Auto Theft Tips And Prevention
The market for stolen vehicles and their parts is more sophisticated than ever. It is not just a joy rider, or a teenager looking for loose change, it is a complex underground operation. The sum of the parts can be much greater than the whole. The vehicle and its parts aren’t he only target, from golf clubs to GPS, thieves want what is yours.
In 2006 there were almost 1.2 million vehicle thefts, according to The National Insurance Crime Bureau. What is maddening is the absent mindedness some vehicle owners possess. Fifty percent of the vehicles reported stolen were unlocked. Fifteen percent of total vehicles stolen actually had their keys in the ignition. Valuable items such as golf clubs and GPS systems were left in plain sight. Even more baffling owners leave their wallets and purses not only in the vehicle, but in clear view. The values are staggering. Approximately $8B worth of vehicles were stolen in 2006, per the NICB. The value of contents cannot be accurately determined due to underreporting of the thefts and values that are under an insured’s deductible. We all become victims, since auto thefts make insurance premiums rise.

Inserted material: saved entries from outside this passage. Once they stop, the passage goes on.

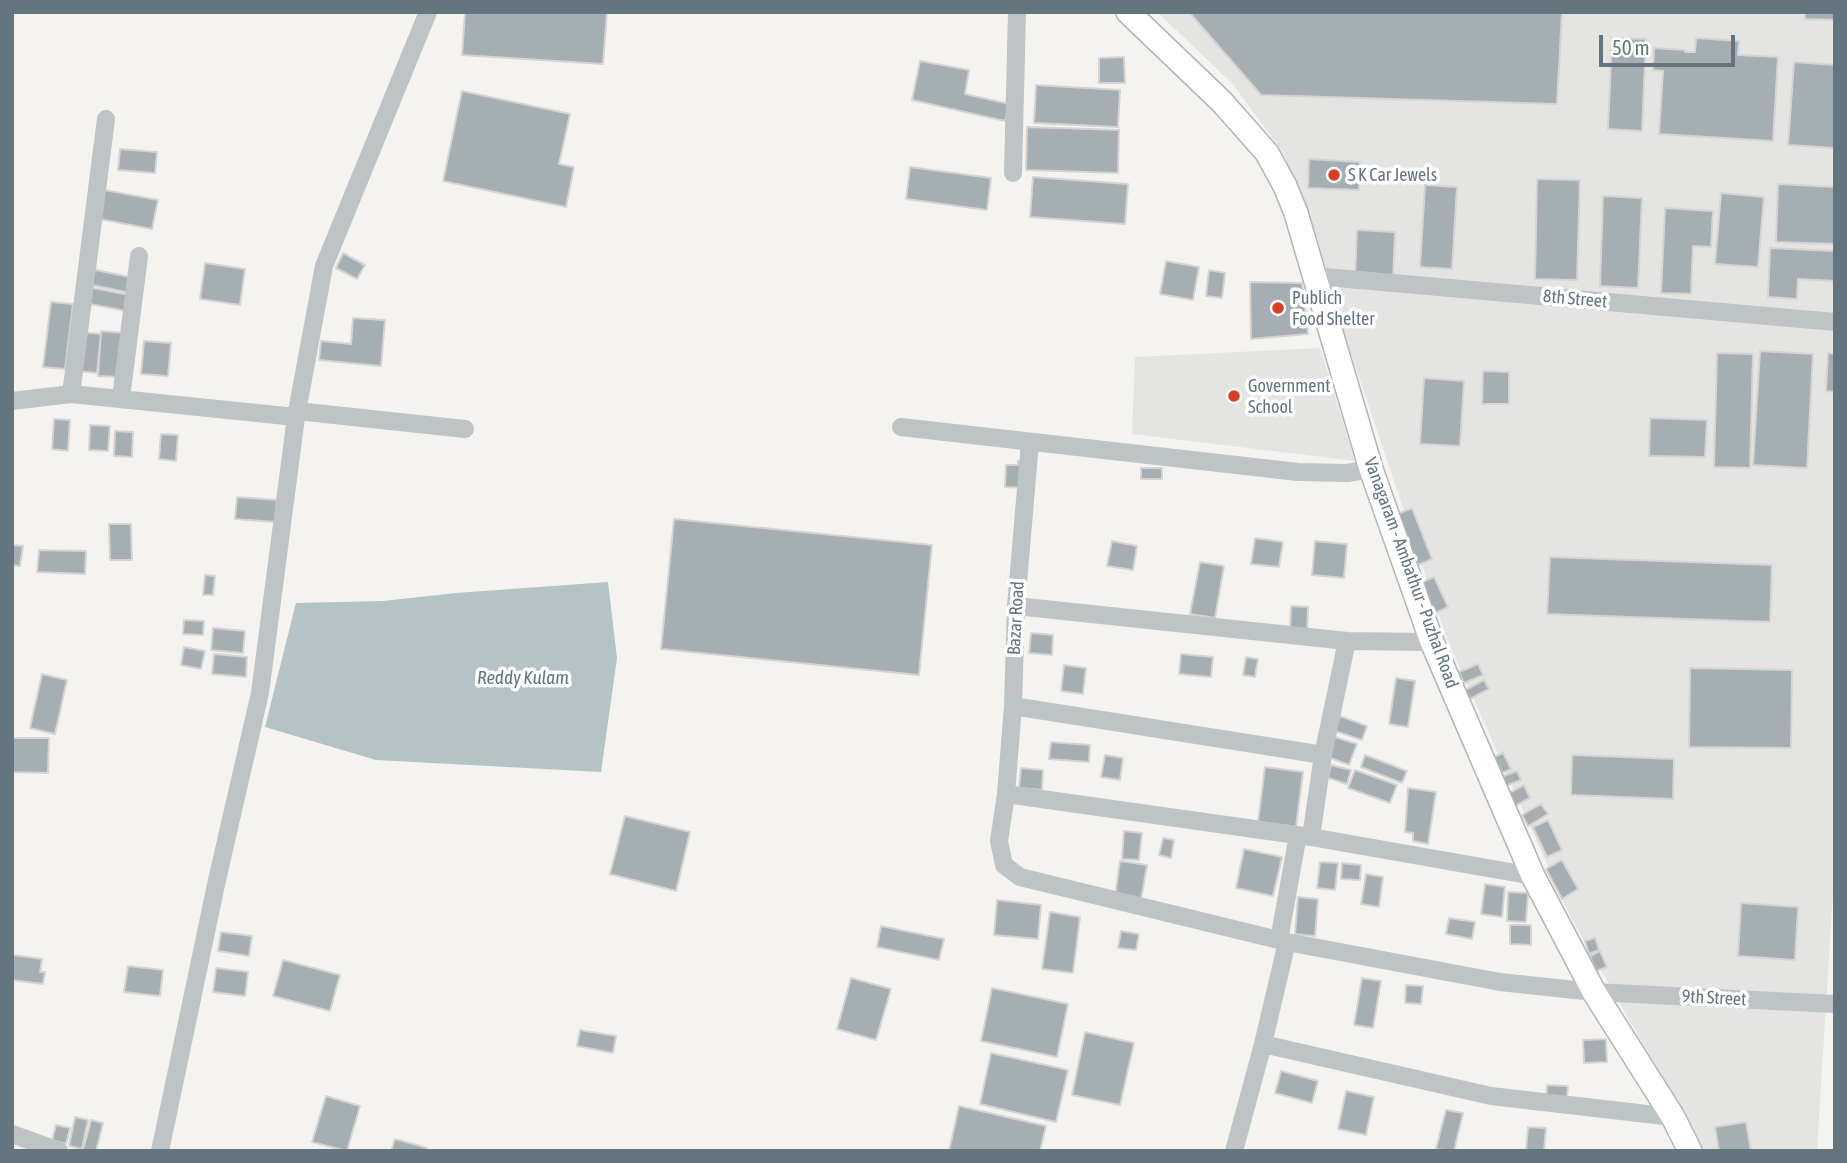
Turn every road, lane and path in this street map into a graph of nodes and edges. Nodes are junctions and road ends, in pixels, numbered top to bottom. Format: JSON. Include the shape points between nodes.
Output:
{"nodes":[{"id":1,"x":428,"y":12,"type":"edge"},
{"id":2,"x":1017,"y":12,"type":"edge"},
{"id":3,"x":1128,"y":12,"type":"edge"},
{"id":4,"x":106,"y":120,"type":"dead end"},
{"id":5,"x":1013,"y":173,"type":"dead end"},
{"id":6,"x":139,"y":256,"type":"dead end"},
{"id":7,"x":1314,"y":276,"type":"junction"},
{"id":8,"x":1835,"y":322,"type":"edge"},
{"id":9,"x":71,"y":394,"type":"junction"},
{"id":10,"x":121,"y":398,"type":"junction"},
{"id":11,"x":12,"y":401,"type":"edge"},
{"id":12,"x":296,"y":414,"type":"junction"},
{"id":13,"x":901,"y":427,"type":"dead end"},
{"id":14,"x":465,"y":429,"type":"dead end"},
{"id":15,"x":1030,"y":442,"type":"junction"},
{"id":16,"x":1371,"y":469,"type":"junction"},
{"id":17,"x":1016,"y":606,"type":"junction"},
{"id":18,"x":1348,"y":641,"type":"junction"},
{"id":19,"x":1432,"y":642,"type":"junction"},
{"id":20,"x":1013,"y":706,"type":"junction"},
{"id":21,"x":1323,"y":755,"type":"junction"},
{"id":22,"x":1006,"y":794,"type":"junction"},
{"id":23,"x":1305,"y":836,"type":"junction"},
{"id":24,"x":1534,"y":876,"type":"junction"},
{"id":25,"x":1283,"y":941,"type":"junction"},
{"id":26,"x":1594,"y":992,"type":"junction"},
{"id":27,"x":1835,"y":1004,"type":"edge"},
{"id":28,"x":1263,"y":1044,"type":"junction"},
{"id":29,"x":1673,"y":1117,"type":"junction"},
{"id":30,"x":12,"y":1134,"type":"edge"},
{"id":31,"x":59,"y":1151,"type":"edge"},
{"id":32,"x":160,"y":1151,"type":"edge"},
{"id":33,"x":1234,"y":1151,"type":"edge"},
{"id":34,"x":1690,"y":1151,"type":"edge"}],
"edges":[{"from":1,"to":12,"type":"street","via":[[324,266]]},
{"from":2,"to":5,"type":"street"},
{"from":3,"to":7,"type":"main road","name":"Vanagaram - Ambathur - Puzhal Road","via":[[1222,102],[1267,153],[1296,213]]},
{"from":4,"to":9,"type":"street"},
{"from":6,"to":10,"type":"street"},
{"from":7,"to":8,"type":"street","name":"8th Street"},
{"from":7,"to":16,"type":"main road","name":"Vanagaram - Ambathur - Puzhal Road"},
{"from":9,"to":10,"type":"street"},
{"from":9,"to":11,"type":"street"},
{"from":10,"to":12,"type":"street"},
{"from":12,"to":14,"type":"street"},
{"from":12,"to":32,"type":"street","via":[[260,693]]},
{"from":13,"to":15,"type":"street"},
{"from":15,"to":16,"type":"street","via":[[1298,472]]},
{"from":15,"to":17,"type":"street","name":"Bazar Road"},
{"from":16,"to":19,"type":"main road","name":"Vanagaram - Ambathur - Puzhal Road"},
{"from":17,"to":18,"type":"street"},
{"from":17,"to":20,"type":"street","name":"Bazar Road"},
{"from":18,"to":19,"type":"street"},
{"from":18,"to":21,"type":"street"},
{"from":19,"to":24,"type":"main road","name":"Vanagaram - Ambathur - Puzhal Road"},
{"from":20,"to":21,"type":"street"},
{"from":20,"to":22,"type":"street","name":"Bazar Road"},
{"from":21,"to":23,"type":"street"},
{"from":22,"to":23,"type":"street"},
{"from":22,"to":25,"type":"street","name":"Bazar Road","via":[[999,841],[1004,864],[1020,877]]},
{"from":23,"to":24,"type":"street"},
{"from":23,"to":25,"type":"street"},
{"from":24,"to":26,"type":"main road","name":"Vanagaram - Ambathur - Puzhal Road"},
{"from":25,"to":26,"type":"street","name":"9th Street","via":[[1500,982]]},
{"from":25,"to":28,"type":"street"},
{"from":26,"to":27,"type":"street","name":"9th Street"},
{"from":26,"to":29,"type":"main road","name":"Vanagaram - Ambathur - Puzhal Road"},
{"from":28,"to":29,"type":"street","via":[[1491,1097]]},
{"from":28,"to":33,"type":"street"},
{"from":29,"to":34,"type":"main road","name":"Vanagaram - Ambathur - Puzhal Road"},
{"from":30,"to":31,"type":"street"}]}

Prevention is the only way to combat the problem, other than moving out of Texas or California, the highest theft rate states per capita. Of course there are obvious methods for prevention. With modern technology, and keyless entry, it is no effort to lock your car at all times, even if the process is manual, take the time to secure your vehicle. If valuables have to be in your car, hide them or lock them in the trunk, don’t make the car an extra target. Don’t even show signs of a GPS or DVD system that is detachable. If thieves see the cords they are going to assume that the GPS or DVD player is hidden under a seat. Wallets and purses are no brainers as well, that is real easy money for a thief, just always take them with you, what is the point of leaving them in the car? The baffling situation of keys in the ignition I assume is somewhat part absent mindedness, but it is a bad habit and a green light go for a car thief. Alarms and auto-lock features pose some protection, but the car alarm is a common sound of suburbia and sadly gains little attention when it goes off. Lojack systems have found to be highly effective when a car is stolen. 90% of stolen vehicles equipped with a Lojack system, essentially a global positioning system on the vehicle, are recovered, compared to the 58% recovery of non-equipped vehicles.

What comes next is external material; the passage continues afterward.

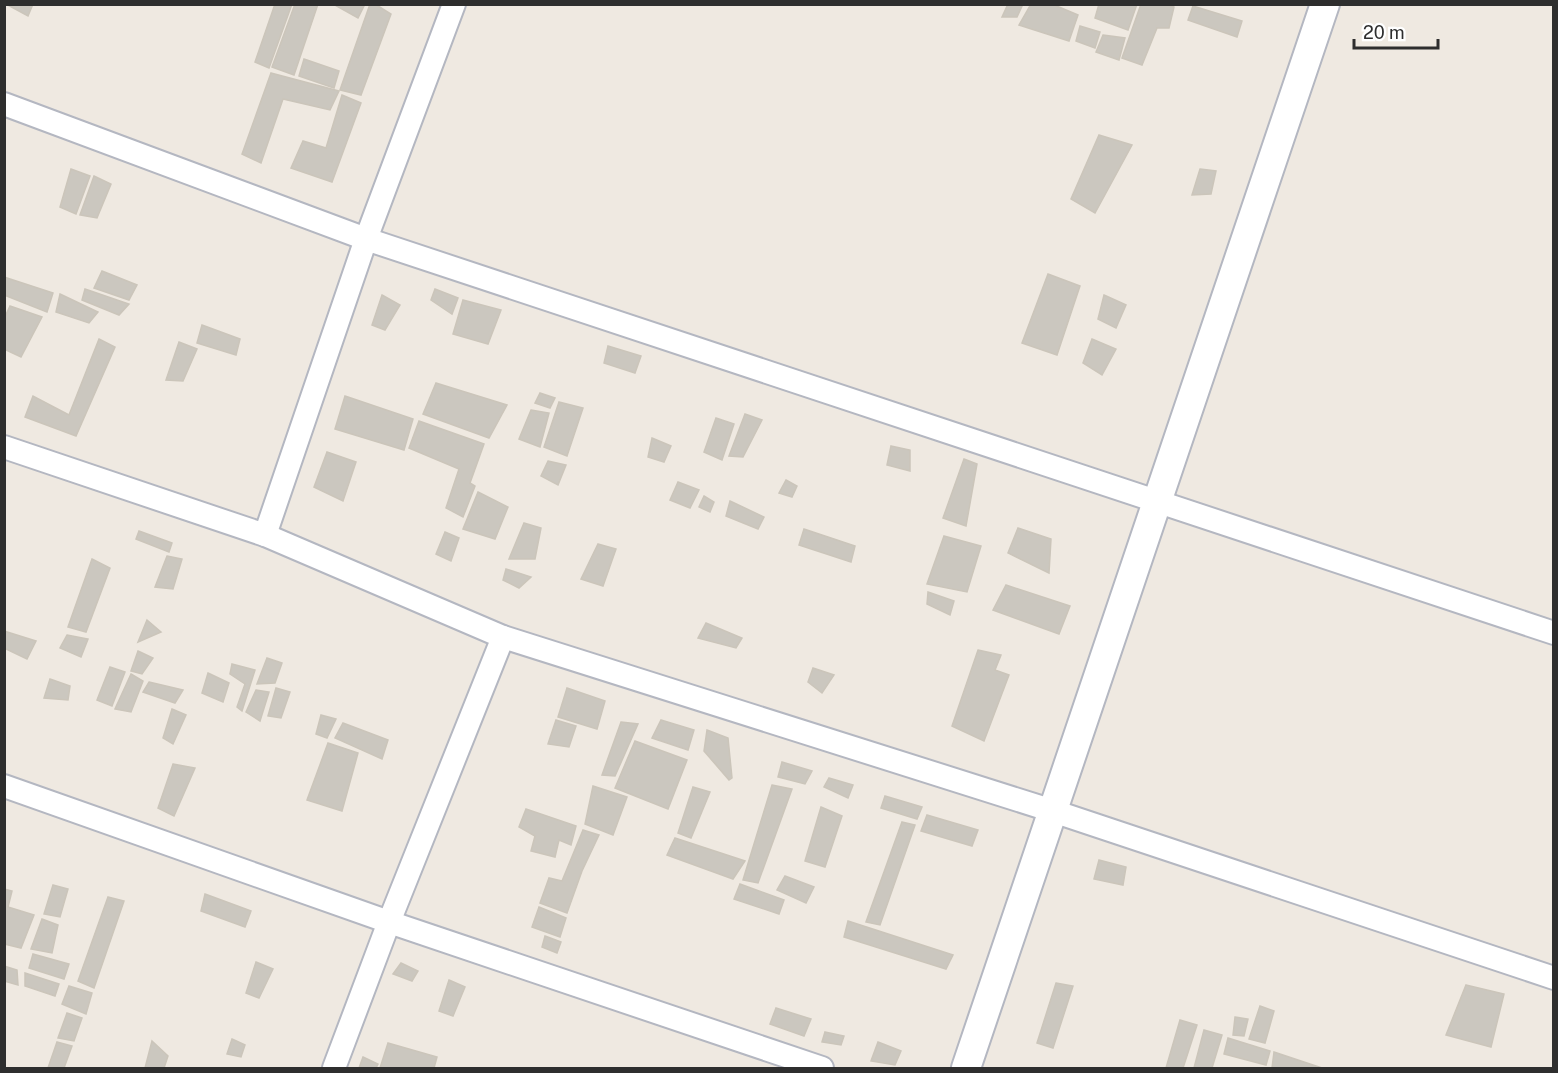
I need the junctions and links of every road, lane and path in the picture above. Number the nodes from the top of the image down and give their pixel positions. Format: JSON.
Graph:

The underground stolen vehicle market knows the stripping and selling of a car’s parts is worth more than the car as a whole, thus common, older everyday vehicles are in the high theft category. There aren’t any high end vehicles in the most stolen vehicle line-up. The NICB lists names like, Camry, Civic, Accord, and Taurus in the top ten, not dream vehicles by many peoples standards. Because the cars are so common, their parts can bring in good money, and there’s a big underground marketplace.

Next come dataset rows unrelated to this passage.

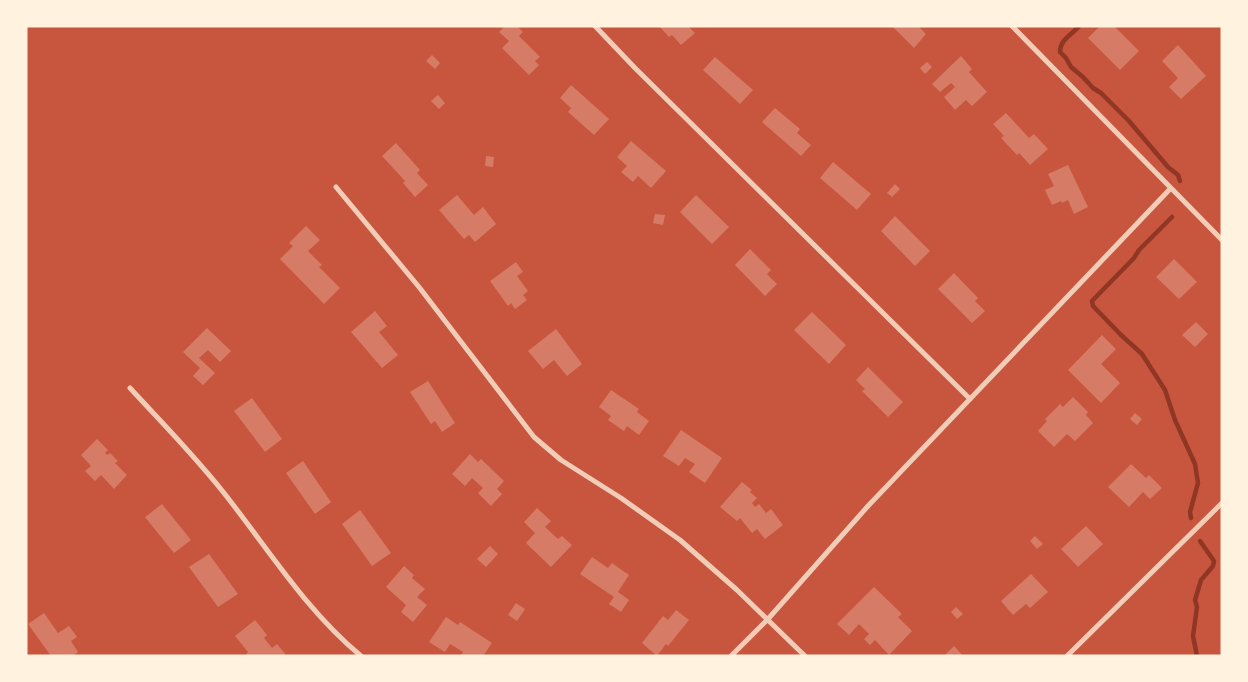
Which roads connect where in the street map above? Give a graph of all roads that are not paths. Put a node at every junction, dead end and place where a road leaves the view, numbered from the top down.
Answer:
1 (595, 26) edge
2 (1012, 26) edge
3 (336, 187) dead end
4 (1170, 189) junction
5 (1222, 240) edge
6 (130, 388) dead end
7 (970, 399) junction
8 (1222, 503) edge
9 (768, 619) junction
10 (361, 656) edge
11 (731, 656) edge
12 (805, 656) edge
13 (1068, 656) edge

1 - 7 street
2 - 4 street
3 - 9 street
4 - 5 street
4 - 7 street
6 - 10 street
7 - 9 street
8 - 13 street
9 - 11 street
9 - 12 street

Prevention and constant vigilance are the only way an individual can truly fight car theft. An extreme way to also avoid it is to stay away from high theft vehicles, but these vehicles are also high theft because they are good cars. Knowledge is also power, report anything to the police and your insurance company even if it is a break-in to steal old CD’s. If it is a common problem in your town people knowing about it can prevent it and possibly catch the perpetrator. Until technology advances to a point that cars can’t be stolen, we have to be careful and educated.